## [Problem to solve]
Find the line with "display:grid; place-items:center; width:55px;" and the line with "fill:none; stroke-linecap:round; stroke-linejoin:round" in the entries below; output exactly those two lines, every line between them, and no others.

※ ※ ※

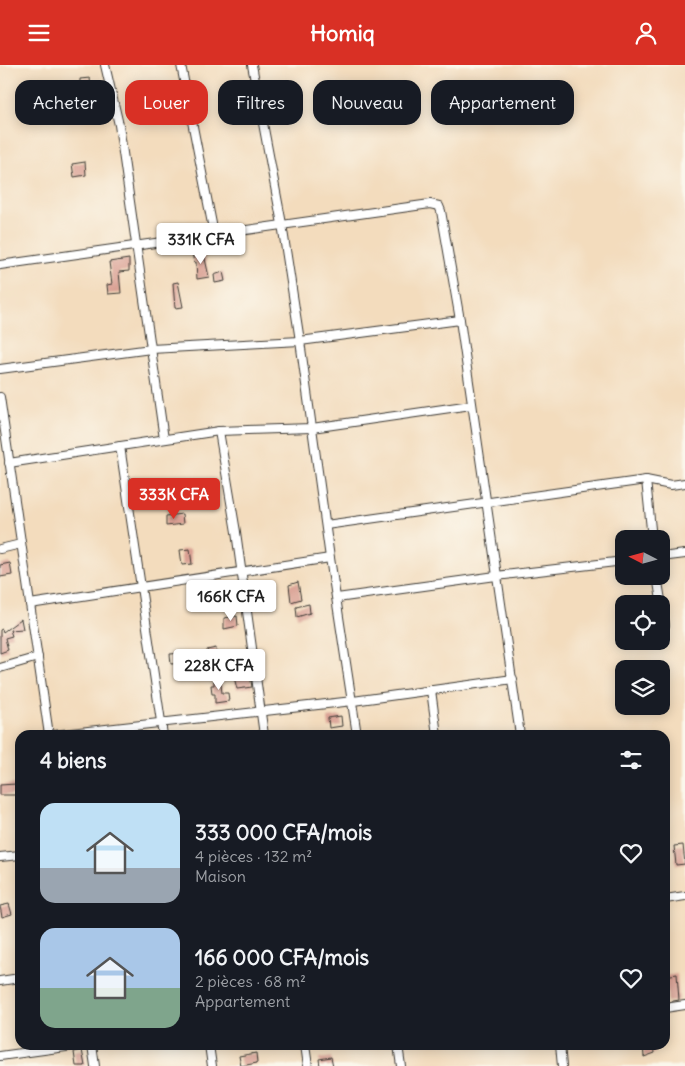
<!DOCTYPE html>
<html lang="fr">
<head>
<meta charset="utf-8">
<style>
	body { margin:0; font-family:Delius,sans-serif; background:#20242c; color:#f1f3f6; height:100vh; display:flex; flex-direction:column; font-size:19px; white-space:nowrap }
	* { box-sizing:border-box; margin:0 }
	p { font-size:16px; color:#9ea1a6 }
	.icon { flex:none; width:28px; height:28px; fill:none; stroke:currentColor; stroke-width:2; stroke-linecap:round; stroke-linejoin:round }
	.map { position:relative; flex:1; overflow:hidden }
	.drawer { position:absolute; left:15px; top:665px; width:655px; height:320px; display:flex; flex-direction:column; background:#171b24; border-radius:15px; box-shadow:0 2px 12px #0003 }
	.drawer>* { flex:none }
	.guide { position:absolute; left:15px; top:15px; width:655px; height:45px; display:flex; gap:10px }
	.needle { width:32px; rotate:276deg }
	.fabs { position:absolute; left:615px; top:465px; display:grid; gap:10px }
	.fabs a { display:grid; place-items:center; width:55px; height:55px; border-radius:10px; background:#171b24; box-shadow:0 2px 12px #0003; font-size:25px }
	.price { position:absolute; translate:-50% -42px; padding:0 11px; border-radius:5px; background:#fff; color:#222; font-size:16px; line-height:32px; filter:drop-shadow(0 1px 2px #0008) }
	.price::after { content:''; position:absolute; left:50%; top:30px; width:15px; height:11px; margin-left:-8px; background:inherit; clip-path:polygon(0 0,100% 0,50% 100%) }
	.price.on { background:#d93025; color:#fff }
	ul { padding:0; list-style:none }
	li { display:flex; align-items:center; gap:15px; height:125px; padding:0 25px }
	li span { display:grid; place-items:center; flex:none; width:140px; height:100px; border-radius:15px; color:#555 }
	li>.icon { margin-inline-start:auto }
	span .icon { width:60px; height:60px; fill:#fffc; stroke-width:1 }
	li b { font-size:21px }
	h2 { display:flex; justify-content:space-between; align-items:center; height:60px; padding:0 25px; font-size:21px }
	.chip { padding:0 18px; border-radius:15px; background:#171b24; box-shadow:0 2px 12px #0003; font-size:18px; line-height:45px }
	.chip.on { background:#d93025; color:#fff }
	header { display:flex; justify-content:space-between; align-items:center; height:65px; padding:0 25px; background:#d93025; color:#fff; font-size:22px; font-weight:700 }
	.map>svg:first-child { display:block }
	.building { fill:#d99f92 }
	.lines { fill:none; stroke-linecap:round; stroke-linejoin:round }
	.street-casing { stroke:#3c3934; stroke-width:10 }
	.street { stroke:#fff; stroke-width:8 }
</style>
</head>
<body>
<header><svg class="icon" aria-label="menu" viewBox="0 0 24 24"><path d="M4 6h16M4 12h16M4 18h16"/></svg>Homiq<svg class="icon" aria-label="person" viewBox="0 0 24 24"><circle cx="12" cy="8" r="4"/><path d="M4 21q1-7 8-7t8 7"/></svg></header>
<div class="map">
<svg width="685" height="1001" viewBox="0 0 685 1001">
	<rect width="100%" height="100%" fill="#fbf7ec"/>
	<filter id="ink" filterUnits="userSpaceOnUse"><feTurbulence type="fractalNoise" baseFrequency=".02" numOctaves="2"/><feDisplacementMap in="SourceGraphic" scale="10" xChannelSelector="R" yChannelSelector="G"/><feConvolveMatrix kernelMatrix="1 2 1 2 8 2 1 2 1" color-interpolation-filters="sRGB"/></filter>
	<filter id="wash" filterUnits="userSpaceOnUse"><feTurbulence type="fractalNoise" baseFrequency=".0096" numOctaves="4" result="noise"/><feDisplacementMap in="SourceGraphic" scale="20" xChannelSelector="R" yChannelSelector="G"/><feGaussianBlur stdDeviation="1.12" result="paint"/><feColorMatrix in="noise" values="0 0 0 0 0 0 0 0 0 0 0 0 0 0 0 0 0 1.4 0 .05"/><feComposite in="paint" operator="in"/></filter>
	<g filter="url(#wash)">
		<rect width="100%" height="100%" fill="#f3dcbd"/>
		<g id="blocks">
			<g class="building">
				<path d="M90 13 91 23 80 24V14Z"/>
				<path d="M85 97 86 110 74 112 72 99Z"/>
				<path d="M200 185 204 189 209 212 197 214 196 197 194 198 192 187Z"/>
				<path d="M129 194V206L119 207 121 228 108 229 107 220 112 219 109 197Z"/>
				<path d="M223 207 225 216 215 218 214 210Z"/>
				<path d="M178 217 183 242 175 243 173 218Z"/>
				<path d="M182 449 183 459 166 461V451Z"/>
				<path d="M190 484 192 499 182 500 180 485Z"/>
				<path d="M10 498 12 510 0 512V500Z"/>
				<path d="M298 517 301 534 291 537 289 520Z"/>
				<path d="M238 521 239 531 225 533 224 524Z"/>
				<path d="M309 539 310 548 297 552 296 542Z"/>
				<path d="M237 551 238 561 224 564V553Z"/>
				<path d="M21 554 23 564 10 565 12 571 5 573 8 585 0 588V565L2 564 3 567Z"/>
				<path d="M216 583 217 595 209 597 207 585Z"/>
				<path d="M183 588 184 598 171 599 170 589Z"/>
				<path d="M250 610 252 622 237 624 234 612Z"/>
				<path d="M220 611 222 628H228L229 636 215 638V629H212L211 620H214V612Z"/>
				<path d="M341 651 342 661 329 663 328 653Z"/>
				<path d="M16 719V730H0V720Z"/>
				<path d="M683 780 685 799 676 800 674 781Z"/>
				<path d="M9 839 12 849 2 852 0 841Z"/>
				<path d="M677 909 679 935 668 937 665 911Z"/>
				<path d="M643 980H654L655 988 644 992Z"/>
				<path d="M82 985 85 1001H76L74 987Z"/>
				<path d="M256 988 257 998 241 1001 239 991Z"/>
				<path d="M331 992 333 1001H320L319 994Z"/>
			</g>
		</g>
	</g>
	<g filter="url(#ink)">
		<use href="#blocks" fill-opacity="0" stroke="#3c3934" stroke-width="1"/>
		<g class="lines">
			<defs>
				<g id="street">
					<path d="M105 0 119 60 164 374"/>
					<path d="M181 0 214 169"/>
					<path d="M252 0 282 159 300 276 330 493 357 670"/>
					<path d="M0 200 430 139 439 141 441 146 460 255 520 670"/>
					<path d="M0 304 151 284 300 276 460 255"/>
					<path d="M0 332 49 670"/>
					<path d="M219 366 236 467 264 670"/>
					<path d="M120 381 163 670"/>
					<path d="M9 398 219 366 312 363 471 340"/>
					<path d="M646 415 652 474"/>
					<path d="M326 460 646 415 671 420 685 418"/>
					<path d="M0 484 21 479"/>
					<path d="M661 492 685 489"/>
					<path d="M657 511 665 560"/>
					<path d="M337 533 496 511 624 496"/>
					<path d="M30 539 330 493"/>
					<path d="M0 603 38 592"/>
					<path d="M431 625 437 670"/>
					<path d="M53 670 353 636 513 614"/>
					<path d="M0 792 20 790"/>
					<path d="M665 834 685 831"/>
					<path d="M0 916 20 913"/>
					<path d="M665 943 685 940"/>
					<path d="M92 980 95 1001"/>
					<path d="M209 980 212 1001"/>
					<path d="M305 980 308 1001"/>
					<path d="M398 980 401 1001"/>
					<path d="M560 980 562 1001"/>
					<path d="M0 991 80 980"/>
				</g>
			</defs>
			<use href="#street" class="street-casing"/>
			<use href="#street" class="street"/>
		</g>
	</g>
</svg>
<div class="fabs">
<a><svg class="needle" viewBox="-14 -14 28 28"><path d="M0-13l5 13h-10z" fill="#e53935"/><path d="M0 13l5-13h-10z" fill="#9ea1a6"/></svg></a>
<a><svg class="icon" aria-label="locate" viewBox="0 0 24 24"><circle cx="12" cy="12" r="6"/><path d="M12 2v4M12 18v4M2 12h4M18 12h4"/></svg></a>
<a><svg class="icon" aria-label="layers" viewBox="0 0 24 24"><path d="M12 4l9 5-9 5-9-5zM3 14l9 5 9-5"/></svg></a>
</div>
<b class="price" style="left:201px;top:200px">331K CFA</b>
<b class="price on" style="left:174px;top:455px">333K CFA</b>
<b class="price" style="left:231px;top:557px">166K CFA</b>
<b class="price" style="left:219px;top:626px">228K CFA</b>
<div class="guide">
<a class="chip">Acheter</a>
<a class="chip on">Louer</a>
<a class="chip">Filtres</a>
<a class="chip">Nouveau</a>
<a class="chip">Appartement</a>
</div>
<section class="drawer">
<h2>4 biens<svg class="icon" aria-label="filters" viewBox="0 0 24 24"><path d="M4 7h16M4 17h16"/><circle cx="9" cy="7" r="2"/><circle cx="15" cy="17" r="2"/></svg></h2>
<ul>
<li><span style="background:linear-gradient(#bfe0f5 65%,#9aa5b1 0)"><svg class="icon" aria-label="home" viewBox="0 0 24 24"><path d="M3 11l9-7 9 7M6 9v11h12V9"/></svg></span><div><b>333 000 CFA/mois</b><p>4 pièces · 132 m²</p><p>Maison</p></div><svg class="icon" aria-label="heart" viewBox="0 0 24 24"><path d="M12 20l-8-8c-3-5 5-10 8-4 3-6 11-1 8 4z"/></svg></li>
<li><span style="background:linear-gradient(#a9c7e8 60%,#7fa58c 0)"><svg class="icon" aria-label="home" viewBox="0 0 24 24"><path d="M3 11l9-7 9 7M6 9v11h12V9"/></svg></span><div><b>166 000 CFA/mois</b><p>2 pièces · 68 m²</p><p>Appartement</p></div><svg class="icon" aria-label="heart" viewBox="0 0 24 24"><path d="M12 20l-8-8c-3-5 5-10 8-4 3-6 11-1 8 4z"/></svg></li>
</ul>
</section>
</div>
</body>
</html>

※ ※ ※

## [Reply]
	.fabs a { display:grid; place-items:center; width:55px; height:55px; border-radius:10px; background:#171b24; box-shadow:0 2px 12px #0003; font-size:25px }
	.price { position:absolute; translate:-50% -42px; padding:0 11px; border-radius:5px; background:#fff; color:#222; font-size:16px; line-height:32px; filter:drop-shadow(0 1px 2px #0008) }
	.price::after { content:''; position:absolute; left:50%; top:30px; width:15px; height:11px; margin-left:-8px; background:inherit; clip-path:polygon(0 0,100% 0,50% 100%) }
	.price.on { background:#d93025; color:#fff }
	ul { padding:0; list-style:none }
	li { display:flex; align-items:center; gap:15px; height:125px; padding:0 25px }
	li span { display:grid; place-items:center; flex:none; width:140px; height:100px; border-radius:15px; color:#555 }
	li>.icon { margin-inline-start:auto }
	span .icon { width:60px; height:60px; fill:#fffc; stroke-width:1 }
	li b { font-size:21px }
	h2 { display:flex; justify-content:space-between; align-items:center; height:60px; padding:0 25px; font-size:21px }
	.chip { padding:0 18px; border-radius:15px; background:#171b24; box-shadow:0 2px 12px #0003; font-size:18px; line-height:45px }
	.chip.on { background:#d93025; color:#fff }
	header { display:flex; justify-content:space-between; align-items:center; height:65px; padding:0 25px; background:#d93025; color:#fff; font-size:22px; font-weight:700 }
	.map>svg:first-child { display:block }
	.building { fill:#d99f92 }
	.lines { fill:none; stroke-linecap:round; stroke-linejoin:round }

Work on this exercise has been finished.